FUNDAMENTAL DIVIDE IN THOUGHT

On this basis, she could grasp the divide in attitudes to automation as a divide between “two fundamental ways of thinking,” reflecting the class division between capitalists and workers. The intellectual Planners who became part of the New Deal state, even when they were Communists, fell on the same side of the divide as the capitalists, as did union bureaucrats:

“The sharp division between the rank and file worker and the labor bureaucrat is seen nowhere so clearly as in the different attitudes each has toward Automation. Where the auto worker, for example, deals with it as it affects his daily life, [UAW President Walter] Reuther speaks of the future and ‘the promise’ Automation holds for a ‘vast improvement in living conditions,’ and ‘leisure’” (Marxism and Freedom, p. 268).

Armed with Marx’s Humanism and dialectic, it was possible for Dunayevskaya to hear the new question arising from the workers battling the introduction of automation into the coal mines: what kind of labor should a human being do? What would end the division between thinking and doing?

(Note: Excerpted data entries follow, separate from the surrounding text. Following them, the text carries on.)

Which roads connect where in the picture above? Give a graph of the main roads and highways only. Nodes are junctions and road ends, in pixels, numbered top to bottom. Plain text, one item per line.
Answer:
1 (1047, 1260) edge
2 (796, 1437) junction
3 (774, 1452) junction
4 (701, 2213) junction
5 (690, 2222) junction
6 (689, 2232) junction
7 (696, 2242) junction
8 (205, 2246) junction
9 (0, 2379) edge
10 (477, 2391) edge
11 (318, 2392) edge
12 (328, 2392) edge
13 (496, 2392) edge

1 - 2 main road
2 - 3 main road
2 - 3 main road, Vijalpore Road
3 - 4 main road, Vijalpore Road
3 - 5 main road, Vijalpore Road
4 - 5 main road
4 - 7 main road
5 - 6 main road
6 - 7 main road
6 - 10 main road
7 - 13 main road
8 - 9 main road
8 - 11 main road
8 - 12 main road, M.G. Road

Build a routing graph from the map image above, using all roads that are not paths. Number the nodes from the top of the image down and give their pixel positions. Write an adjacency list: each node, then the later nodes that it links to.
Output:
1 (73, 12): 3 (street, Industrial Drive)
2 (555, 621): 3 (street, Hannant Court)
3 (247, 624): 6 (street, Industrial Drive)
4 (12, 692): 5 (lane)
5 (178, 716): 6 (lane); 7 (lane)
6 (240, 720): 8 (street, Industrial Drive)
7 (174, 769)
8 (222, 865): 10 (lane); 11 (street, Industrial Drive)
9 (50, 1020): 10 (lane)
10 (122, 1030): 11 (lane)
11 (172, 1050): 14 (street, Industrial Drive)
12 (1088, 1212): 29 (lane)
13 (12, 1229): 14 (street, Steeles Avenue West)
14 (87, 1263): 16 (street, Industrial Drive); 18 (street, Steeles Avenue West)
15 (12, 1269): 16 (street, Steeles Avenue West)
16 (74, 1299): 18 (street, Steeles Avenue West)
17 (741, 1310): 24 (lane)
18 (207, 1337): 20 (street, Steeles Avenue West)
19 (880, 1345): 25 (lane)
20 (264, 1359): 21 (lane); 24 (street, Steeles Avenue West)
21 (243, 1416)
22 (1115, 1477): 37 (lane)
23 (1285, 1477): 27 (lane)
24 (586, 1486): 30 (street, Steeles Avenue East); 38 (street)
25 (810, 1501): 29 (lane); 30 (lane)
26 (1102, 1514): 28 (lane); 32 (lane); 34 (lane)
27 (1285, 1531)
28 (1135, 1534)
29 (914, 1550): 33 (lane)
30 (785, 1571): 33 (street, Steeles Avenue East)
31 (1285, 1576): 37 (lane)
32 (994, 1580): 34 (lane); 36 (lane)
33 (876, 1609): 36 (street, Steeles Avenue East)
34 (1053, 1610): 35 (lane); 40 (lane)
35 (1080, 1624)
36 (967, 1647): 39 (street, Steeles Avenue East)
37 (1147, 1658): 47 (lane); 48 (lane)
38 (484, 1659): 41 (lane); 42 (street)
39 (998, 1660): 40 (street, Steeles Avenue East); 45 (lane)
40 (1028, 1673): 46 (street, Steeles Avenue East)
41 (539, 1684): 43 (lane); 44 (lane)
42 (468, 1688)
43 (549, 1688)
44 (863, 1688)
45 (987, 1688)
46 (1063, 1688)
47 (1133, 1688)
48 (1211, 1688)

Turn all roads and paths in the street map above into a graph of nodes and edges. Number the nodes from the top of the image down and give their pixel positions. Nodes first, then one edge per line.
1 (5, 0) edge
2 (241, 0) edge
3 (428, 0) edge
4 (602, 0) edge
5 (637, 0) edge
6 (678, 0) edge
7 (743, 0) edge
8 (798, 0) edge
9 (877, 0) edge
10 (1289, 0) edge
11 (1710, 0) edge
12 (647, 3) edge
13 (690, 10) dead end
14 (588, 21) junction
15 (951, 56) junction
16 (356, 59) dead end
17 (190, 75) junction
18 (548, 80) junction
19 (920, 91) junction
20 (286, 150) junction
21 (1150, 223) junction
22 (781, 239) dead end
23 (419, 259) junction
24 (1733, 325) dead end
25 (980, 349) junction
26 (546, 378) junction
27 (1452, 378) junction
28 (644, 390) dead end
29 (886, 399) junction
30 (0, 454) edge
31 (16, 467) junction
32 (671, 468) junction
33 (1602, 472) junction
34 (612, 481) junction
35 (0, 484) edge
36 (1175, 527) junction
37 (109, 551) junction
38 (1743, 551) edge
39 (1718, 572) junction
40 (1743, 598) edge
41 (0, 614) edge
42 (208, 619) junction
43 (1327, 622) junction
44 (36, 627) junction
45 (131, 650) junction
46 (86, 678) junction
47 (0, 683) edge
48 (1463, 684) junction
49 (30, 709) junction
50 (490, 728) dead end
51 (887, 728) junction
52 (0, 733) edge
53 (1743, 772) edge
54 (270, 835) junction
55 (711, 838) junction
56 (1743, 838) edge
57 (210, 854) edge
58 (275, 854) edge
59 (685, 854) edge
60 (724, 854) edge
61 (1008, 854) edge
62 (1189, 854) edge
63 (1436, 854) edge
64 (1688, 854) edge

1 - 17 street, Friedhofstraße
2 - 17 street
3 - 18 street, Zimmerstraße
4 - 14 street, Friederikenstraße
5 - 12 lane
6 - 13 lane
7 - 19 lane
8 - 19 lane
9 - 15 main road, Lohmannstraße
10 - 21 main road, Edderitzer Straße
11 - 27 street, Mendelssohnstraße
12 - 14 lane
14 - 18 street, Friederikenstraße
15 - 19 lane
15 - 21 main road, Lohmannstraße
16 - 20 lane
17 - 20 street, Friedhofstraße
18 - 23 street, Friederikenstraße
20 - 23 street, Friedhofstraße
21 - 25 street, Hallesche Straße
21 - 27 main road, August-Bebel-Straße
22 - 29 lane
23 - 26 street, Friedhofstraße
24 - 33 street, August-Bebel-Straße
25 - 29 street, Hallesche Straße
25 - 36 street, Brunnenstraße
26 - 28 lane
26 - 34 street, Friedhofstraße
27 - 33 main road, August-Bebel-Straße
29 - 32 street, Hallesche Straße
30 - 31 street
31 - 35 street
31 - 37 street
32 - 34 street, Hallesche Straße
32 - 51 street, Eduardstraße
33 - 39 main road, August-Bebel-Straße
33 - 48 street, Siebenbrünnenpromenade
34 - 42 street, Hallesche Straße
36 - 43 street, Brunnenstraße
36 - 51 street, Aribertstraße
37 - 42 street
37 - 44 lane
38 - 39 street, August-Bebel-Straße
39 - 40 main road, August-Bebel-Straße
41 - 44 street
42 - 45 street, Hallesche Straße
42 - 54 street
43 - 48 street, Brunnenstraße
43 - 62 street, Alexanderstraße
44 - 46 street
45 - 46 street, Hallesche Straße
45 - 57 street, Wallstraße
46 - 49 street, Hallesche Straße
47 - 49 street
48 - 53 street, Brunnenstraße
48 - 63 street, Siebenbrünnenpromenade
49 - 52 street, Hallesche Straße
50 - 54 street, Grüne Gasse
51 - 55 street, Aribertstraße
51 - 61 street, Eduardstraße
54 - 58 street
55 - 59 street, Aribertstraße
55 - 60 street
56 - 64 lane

In so doing, she asserted, they “made concrete and thereby extended Marx’s most abstract theories of alienated labor and the quest for universality,” and pointing to what was needed as the foundation for a new society. The climate emergency makes her conclusion about attitudes to technology even more urgent and no less true:

“[A] new society is THE human endeavor, or it is nothing. It cannot be brought in behind the backs of the people, neither by the ‘vanguard’ nor by the ‘scientific individuals.’ The working people will build it, or it will not be built. There is a crying need for a new unity of theory and practice which begins with where the working people are—their thoughts, their struggles, their aspirations.

“The challenge of our times is not to machines, but to humanity….The creation of a new society remains the human endeavor. The totality of the crisis demands, and will create, a total solution. It can be nothing short of a New Humanism.”


[1].  See excerpts of a key chapter, “Automation and the New Humanism,” in the Nov.-Dec. 2021 issue of N&L.

[2]Marxism and Freedom, p. 163, where Dunayevskaya also points out: “It could not have been otherwise for what was missing from the ‘trustified’ concept of ‘socialization of production’ was the fragmentation of the worker to a cog in a machine, the actuality of capitalist progress as dehumanization.”

[3]Philosophy and Revolution, pp. 219, 65.